The Archives and Special Collections Center recently had conservation work performed on an early 17th century Papal Bull issued by Pope Paul V, who was Pope from 1605 until his death in 1621. The Papal Bull is a large vellum document with a lead seal attached by a cord. It was donated to the Archives by Dr. Herbert Kraft, a Professor Emeritus of anthropology at Seton Hall and director of the Seton Hall University Museum of Archaeology and Anthropology.
Pope Paul V was born Camilo Borghese in Rome in 1550. He studied jurisprudence at Perugia and Padua and became a renowned canon lawyer. He was made a cardinal in 1596 by Pope Clement VIII and was elected as Pope Leo XI’s successor in May 1605. Pope Paul V was most famous for persecuting Galileo for his defense of the heliocentric theory of Copernicus. He also canonized St. Charles Boromeo, Frances of Rome and Albert de Louvain and beatified Ignatius Loyola, Philip Neri, Teresa of Avila and Francis Xavier.
Prior to its conservation, the Papal Bull was folded several times and remained in a folded condition for so long that it was impossible to unfold without risking damage to the document. Conservators at the Conservation Center for Art and Historic Artifacts in Philadelphia were able to use a process of humidification, which is the controlled introduction of moisture, to increase the suppleness of the vellum and to allow the document to be unfolded and safely flattened. Once the document was flattened, they cleaned its surface with soft polyurethane sponges and mended a small hole in the vellum. Finally, the document and seal were housed in a custom-made mat designed to support the heavy lead seal and framed for easy displaying.

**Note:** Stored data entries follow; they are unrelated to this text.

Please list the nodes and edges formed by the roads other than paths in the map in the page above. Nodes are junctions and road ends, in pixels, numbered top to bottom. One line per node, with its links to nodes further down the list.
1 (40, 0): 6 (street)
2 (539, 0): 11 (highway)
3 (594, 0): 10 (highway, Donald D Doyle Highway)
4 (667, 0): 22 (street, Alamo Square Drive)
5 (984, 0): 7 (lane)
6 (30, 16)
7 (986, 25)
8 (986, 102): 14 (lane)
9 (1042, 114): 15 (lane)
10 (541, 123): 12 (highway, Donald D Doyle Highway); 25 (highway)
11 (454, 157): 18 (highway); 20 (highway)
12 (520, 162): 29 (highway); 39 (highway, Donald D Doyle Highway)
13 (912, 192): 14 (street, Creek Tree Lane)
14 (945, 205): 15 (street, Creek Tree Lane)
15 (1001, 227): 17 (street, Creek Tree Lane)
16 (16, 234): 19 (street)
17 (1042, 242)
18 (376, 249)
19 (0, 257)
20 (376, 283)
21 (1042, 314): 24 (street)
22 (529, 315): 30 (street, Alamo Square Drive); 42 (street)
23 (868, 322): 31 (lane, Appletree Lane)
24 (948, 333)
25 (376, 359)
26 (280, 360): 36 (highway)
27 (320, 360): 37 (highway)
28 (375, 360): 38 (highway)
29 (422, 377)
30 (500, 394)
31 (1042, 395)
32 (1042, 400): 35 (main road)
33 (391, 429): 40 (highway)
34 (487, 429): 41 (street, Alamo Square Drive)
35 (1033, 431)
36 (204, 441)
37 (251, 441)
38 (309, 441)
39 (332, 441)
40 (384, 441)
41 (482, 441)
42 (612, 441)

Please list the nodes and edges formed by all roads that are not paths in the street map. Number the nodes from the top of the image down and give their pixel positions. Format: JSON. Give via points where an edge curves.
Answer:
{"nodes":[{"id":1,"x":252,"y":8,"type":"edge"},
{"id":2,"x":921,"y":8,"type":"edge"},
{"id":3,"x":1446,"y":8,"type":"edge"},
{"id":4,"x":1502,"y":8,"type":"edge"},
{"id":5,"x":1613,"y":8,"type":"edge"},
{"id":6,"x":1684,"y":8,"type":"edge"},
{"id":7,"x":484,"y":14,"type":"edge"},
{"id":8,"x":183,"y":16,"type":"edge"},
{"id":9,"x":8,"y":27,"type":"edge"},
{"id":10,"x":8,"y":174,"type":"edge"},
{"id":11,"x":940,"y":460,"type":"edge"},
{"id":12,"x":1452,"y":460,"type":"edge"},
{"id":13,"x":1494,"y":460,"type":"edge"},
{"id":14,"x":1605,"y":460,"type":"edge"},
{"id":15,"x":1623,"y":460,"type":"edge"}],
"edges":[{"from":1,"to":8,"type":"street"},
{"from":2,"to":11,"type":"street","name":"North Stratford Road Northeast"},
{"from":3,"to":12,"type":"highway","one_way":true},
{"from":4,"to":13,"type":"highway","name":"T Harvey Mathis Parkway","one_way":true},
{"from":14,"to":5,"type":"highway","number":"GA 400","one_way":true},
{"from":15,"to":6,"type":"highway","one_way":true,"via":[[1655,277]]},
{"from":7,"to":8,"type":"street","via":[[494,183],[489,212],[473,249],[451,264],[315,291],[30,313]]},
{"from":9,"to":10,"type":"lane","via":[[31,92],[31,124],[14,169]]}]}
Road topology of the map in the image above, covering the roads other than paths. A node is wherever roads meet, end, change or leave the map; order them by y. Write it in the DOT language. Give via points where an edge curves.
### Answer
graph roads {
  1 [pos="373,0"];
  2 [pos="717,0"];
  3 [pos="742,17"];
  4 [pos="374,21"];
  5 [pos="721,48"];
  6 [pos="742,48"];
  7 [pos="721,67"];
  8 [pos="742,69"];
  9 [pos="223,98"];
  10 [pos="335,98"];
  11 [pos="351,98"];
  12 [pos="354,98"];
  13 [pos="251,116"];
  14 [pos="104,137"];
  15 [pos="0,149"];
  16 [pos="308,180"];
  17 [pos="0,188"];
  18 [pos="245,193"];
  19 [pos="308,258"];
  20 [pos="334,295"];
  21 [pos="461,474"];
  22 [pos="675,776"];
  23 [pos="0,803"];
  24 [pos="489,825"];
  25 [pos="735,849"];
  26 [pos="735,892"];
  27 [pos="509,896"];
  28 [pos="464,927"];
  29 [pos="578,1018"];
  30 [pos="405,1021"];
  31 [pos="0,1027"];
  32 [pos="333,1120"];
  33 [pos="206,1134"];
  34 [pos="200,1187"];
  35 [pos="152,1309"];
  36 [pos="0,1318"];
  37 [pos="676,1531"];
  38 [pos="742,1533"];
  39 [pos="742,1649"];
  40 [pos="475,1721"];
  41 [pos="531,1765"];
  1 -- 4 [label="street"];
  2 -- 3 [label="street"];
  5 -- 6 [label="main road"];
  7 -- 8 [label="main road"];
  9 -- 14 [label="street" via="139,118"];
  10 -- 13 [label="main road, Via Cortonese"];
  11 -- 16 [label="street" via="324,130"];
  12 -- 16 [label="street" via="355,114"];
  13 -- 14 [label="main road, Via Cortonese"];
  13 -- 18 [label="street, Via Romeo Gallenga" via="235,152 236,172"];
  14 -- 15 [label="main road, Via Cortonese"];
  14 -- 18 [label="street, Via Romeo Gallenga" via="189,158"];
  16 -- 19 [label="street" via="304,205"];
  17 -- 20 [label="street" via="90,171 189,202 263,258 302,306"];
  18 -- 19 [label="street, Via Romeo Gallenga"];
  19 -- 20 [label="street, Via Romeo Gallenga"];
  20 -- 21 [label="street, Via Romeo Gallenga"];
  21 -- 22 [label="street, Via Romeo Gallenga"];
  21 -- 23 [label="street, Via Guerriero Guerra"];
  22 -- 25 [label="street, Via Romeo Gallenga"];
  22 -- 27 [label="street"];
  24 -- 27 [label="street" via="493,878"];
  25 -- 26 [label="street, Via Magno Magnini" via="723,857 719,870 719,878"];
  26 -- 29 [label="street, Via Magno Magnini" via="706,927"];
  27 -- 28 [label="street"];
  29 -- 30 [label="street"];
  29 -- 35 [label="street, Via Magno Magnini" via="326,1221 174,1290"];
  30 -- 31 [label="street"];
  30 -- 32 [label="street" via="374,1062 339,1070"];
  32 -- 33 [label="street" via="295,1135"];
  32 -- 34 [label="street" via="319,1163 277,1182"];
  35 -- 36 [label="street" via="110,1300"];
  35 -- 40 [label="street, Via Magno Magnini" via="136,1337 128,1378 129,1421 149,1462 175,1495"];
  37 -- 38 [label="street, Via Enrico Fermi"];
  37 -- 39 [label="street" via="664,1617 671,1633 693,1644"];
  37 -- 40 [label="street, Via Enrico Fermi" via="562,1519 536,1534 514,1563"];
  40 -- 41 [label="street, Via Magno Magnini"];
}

Conserving the Papal Bull revealed its text and intricate design. However, the beautiful, ornate script presented a challenge for translators. We consulted Dr. Michael Mascio in Seton Hall’s Classics Department for assistance with translating the document. He was unable to decipher the script, and conferred with a few colleagues around the country who also were unable to decipher it. On his recommendation we contacted a specialist in this area of script analysis, the Reverend Doctor Federico Gallo of the Biblioteca Ambrosiana in Italy. Rev. Dr. Gallo was able to work on the text during the summer months to provide us with a translation from the archaic Latin script to modern Latin. Dr. Michael Mascio is now working with Dr. Frederick Booth, also in Classics, to translate the modern Latin to English.